As we both had lots of travel—him for his job, me for research on a book, we saw each other just three times in January and February. The last was bookstore hopping just before everything hit the fan and we were suddenly home bound. A few days into sheltering in place, he called. We spent two hours sharing more than we probably should have at that point in our relationship. We talked about marriages ended and what it was like for me to lose my husband. I hung up and thought about how intriguing or dangerous it can be to get to know someone during end times.

Today’s call was a check-in. I’d had a rough weekend with the sudden loss of a friend in an accident and frustrations with people in my state who think that shelter in place precautions to ward off death are somehow tyrannical. I mentioned in a text last night that things felt sad and off. We scheduled a call for this morning. Our talks, today included, are easy and comfortable. I curl up in a chair and allow myself to feel like a teenager again, getting a call from my current crush, talking quietly so my parents can’t hear. But we talk as adults—comforting each other as we worry about our kids, daring to say what stresses us most, dreaming of what we’ll do when this is over. 

S was recently furloughed from his job and has started to feel adrift. He’s also an artist—a painter, and our conversation always makes its way to what we are both working on. He easily sees himself as an artist and I struggle to call myself a writer, despite several publications and a book deal. It’s in my head, he tells me. I decide to believe him. This morning we talk about a painting of his I would like to purchase. When this is over and he can get into his studio (currently padlocked by state order) he’ll bring it to my apartment. Maybe he’ll bring a hammer and nails (even though I have my own tools). We’ll find the perfect spot and he’ll help me hang it. Then we’ll go get dinner al fresco at the Italian place around the corner. It will be warm and sunny. I let myself picture us sharing a bottle of wine.

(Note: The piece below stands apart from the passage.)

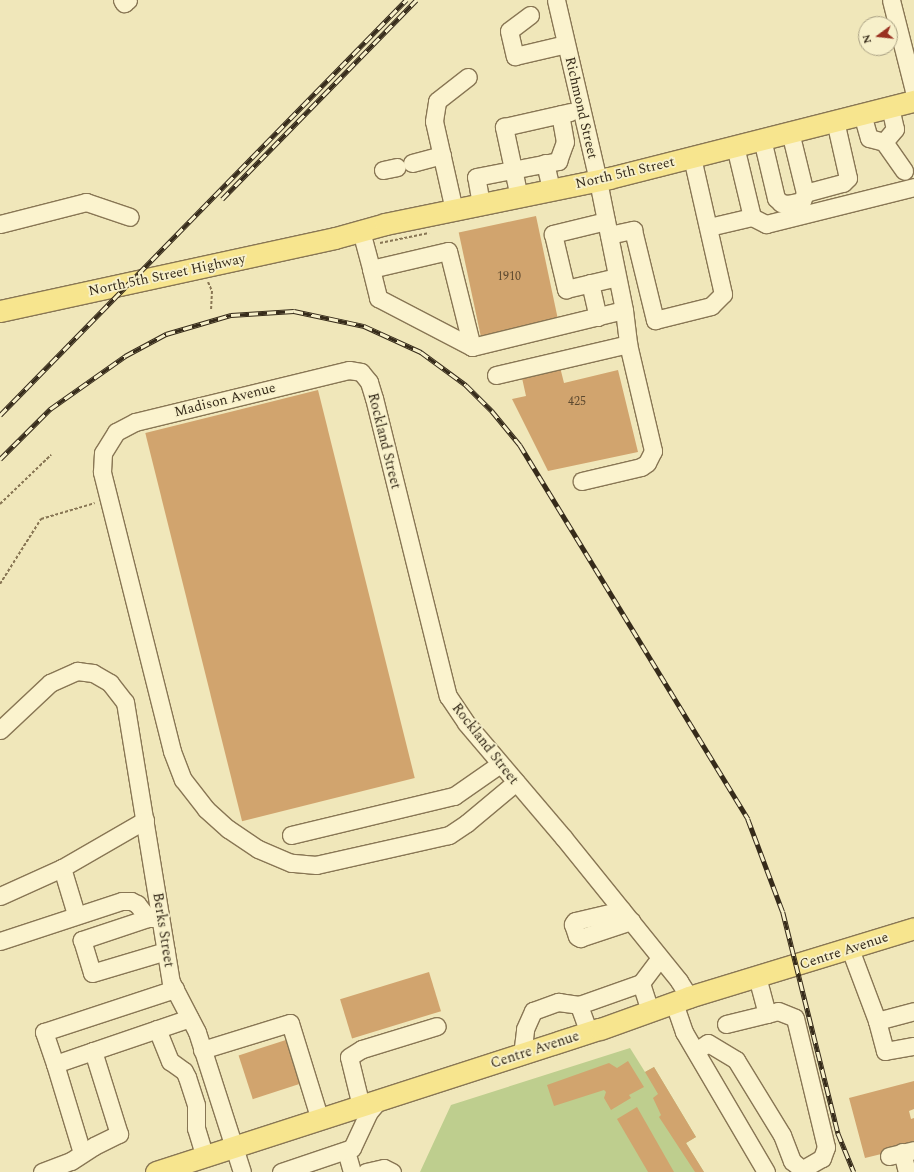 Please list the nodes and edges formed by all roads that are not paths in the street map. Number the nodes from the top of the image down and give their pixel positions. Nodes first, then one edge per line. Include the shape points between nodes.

It is brave of us, I think, to reach out and talk openly during these times when either of us could be sad or temperamental. But it could also be risky. I wonder what it will mean for a relationship, if that’s what we’re building. What will it be like for us once we’re back to work and interacting with others, not feeling so vulnerable or yearning so much for human interaction? It will be our first test, I suppose. Laying my phone on the nightstand this morning, I decide that I hope we pass.